What is the number of lines in the entries that contain the word "Balfour"? Reply with that number only.

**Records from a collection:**
━━━━━━━━━━━━━━━━━━━━━━━━━━━━━━

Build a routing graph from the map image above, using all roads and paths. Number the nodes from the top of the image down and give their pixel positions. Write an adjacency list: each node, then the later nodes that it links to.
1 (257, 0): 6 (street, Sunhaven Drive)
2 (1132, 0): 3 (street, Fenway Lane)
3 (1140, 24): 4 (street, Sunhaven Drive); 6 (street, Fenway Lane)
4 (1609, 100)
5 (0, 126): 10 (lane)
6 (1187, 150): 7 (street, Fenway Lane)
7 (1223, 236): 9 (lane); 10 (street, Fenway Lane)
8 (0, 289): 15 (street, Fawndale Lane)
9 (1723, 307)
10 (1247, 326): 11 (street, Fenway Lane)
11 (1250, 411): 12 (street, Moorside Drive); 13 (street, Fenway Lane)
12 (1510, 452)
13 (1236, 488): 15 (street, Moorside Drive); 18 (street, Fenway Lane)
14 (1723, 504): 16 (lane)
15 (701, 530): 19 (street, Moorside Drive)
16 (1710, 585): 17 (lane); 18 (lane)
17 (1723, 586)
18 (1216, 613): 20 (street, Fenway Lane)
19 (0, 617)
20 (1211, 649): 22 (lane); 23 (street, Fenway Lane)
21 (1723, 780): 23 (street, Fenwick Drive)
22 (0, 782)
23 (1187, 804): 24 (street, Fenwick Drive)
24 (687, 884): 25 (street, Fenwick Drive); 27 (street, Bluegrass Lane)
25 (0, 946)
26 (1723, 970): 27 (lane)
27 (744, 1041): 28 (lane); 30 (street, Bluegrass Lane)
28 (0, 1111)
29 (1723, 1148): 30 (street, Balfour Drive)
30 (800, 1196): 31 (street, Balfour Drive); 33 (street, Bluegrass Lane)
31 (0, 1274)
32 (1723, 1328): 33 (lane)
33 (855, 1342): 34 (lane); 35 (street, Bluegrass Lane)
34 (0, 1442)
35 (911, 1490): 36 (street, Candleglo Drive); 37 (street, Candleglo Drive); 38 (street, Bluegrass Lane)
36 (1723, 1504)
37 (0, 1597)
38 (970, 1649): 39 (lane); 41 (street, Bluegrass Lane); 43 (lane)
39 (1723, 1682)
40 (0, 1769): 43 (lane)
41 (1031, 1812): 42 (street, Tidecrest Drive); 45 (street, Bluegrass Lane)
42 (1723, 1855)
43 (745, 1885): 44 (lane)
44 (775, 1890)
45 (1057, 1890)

━━━━━━━━━━━━━━━━━━━━━━━━━━━━━━

**Result of this exercise:**
2